━━━ Exercise inputs ━━━
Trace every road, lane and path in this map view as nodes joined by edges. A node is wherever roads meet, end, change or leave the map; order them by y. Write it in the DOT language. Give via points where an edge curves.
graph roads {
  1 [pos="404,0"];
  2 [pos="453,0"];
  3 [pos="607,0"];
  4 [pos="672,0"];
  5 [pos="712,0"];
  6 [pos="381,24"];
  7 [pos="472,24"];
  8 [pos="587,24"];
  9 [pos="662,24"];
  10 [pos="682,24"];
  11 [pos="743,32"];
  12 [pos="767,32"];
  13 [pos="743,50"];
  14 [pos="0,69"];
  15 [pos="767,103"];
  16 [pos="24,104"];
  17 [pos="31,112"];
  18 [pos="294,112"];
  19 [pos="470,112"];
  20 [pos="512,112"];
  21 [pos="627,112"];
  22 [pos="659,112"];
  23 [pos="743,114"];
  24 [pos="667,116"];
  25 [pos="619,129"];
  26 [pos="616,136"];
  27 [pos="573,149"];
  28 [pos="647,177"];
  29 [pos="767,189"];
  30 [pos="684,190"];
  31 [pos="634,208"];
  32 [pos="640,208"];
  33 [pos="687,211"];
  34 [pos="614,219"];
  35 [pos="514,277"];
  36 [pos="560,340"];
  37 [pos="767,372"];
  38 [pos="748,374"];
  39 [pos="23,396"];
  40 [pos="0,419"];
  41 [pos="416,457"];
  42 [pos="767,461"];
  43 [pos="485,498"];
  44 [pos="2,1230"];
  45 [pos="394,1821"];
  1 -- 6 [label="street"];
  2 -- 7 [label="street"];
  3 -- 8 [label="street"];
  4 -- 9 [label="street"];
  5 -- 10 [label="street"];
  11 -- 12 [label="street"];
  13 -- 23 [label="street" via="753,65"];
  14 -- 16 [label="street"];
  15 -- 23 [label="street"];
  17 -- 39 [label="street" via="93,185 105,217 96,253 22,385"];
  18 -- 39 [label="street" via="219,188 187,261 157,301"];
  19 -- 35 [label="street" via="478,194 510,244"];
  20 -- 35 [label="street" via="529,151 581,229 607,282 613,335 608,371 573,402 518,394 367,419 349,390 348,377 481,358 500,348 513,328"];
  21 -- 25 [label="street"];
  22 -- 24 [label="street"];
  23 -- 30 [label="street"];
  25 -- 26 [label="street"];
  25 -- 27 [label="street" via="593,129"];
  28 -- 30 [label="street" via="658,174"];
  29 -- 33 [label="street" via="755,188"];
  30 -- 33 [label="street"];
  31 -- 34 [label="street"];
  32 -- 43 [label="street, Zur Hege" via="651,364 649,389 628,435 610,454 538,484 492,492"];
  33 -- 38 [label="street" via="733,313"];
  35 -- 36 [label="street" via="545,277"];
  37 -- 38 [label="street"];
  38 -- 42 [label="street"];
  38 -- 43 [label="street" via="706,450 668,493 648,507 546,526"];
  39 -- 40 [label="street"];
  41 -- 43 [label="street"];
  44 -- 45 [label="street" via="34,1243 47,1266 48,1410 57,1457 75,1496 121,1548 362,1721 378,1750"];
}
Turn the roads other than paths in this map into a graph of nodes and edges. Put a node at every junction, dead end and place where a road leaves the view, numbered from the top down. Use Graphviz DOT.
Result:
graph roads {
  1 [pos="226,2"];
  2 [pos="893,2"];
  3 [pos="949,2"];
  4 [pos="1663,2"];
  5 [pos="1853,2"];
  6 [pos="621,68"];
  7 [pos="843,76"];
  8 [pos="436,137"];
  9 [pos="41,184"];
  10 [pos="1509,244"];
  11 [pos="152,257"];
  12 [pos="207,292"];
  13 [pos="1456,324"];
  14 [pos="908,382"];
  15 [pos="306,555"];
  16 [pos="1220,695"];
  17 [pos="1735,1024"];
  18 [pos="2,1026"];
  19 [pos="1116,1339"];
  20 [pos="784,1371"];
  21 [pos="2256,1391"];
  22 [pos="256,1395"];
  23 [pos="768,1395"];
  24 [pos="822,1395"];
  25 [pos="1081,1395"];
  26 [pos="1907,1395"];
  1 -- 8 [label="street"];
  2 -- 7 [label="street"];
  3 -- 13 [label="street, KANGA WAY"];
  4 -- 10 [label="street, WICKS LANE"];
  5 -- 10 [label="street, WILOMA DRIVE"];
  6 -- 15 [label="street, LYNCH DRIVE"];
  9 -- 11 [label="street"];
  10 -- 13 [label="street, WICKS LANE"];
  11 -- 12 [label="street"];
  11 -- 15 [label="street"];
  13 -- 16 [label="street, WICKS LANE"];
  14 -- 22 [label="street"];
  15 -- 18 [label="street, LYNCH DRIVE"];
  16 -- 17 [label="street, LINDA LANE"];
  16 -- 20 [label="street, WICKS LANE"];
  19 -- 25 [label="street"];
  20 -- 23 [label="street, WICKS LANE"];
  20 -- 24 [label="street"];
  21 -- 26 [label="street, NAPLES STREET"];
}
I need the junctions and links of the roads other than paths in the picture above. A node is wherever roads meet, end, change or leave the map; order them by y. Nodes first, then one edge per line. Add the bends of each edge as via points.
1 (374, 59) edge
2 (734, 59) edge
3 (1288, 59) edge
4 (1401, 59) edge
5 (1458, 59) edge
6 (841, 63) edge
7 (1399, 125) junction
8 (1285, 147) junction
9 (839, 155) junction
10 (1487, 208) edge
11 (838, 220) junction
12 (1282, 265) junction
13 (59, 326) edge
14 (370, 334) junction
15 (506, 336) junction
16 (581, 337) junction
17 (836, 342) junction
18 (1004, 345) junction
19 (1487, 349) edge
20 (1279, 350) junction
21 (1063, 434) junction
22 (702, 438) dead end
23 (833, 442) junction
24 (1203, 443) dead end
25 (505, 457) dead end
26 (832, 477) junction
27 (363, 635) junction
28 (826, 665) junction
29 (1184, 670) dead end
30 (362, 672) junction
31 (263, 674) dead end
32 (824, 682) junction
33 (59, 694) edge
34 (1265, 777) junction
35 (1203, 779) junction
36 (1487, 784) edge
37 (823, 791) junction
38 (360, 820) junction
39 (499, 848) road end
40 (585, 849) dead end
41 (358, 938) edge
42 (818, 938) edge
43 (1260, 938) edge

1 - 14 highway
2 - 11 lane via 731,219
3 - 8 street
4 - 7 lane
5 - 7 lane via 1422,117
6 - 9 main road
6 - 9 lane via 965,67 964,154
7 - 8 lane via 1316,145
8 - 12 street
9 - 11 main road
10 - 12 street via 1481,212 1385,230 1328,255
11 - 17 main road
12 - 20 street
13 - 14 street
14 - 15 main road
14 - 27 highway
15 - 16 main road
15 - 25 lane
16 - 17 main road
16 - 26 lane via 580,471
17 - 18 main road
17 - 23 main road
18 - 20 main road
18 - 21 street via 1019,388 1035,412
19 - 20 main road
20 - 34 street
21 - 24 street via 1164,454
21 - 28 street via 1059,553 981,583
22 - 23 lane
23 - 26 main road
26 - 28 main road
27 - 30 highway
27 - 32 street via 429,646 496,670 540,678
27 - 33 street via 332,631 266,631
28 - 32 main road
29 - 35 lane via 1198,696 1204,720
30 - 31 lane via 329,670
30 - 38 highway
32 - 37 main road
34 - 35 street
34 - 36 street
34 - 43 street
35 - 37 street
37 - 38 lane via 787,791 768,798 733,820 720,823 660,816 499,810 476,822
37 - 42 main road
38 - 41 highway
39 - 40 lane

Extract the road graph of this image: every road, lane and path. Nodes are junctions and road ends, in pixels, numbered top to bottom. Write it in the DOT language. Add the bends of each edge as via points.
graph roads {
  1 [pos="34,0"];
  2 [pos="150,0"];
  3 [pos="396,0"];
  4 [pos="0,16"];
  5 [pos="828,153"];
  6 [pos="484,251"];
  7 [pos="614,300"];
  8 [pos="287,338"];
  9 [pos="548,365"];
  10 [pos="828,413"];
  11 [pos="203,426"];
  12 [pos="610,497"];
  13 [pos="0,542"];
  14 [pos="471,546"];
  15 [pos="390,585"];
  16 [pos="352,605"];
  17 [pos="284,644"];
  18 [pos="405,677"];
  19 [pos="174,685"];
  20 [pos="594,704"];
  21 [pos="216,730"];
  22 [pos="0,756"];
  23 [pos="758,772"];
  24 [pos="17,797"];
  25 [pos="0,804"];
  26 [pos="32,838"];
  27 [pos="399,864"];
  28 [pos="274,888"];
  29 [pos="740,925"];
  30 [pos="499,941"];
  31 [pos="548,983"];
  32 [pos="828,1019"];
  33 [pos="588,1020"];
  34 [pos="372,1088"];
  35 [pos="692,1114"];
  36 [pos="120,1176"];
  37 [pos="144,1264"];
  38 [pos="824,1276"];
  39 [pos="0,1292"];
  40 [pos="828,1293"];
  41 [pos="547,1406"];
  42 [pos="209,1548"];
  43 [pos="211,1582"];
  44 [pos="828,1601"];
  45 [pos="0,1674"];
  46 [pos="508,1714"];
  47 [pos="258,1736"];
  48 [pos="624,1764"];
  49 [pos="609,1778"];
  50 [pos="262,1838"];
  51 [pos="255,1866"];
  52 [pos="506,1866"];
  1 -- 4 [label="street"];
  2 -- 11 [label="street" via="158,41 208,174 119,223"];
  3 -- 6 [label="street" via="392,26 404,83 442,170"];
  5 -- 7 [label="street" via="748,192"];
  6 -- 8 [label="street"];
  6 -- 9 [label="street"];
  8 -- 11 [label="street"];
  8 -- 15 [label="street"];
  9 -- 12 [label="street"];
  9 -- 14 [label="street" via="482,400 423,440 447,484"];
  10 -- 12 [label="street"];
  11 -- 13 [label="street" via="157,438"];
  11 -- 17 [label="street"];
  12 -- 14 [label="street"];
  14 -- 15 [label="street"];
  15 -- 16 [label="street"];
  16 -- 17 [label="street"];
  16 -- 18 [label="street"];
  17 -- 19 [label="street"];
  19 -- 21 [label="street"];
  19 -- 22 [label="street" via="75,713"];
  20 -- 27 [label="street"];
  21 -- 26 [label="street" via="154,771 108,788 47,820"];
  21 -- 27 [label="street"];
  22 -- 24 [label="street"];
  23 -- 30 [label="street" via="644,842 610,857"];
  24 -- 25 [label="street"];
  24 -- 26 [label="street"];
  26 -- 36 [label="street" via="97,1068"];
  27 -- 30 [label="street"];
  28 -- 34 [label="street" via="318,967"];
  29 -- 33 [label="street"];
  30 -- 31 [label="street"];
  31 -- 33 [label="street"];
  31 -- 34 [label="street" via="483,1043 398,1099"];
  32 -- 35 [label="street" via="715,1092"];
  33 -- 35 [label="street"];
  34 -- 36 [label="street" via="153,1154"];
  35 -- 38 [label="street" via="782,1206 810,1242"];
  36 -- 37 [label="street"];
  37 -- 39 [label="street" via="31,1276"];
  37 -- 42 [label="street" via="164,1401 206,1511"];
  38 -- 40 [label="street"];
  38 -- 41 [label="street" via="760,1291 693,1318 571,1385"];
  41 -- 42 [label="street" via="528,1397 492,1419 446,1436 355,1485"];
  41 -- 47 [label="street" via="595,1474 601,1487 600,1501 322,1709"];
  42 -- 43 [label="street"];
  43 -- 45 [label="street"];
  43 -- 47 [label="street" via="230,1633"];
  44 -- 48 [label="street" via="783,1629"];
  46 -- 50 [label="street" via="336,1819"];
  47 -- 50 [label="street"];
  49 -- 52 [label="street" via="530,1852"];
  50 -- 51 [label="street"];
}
━━━
Each line of the data that holds "other" should be copied.

### Solution
Turn the roads other than paths in this map into a graph of nodes and edges. Put a node at every junction, dead end and place where a road leaves the view, numbered from the top down. Use Graphviz DOT.
I need the junctions and links of the roads other than paths in the picture above. A node is wherever roads meet, end, change or leave the map; order them by y. Nodes first, then one edge per line. Add the bends of each edge as via points.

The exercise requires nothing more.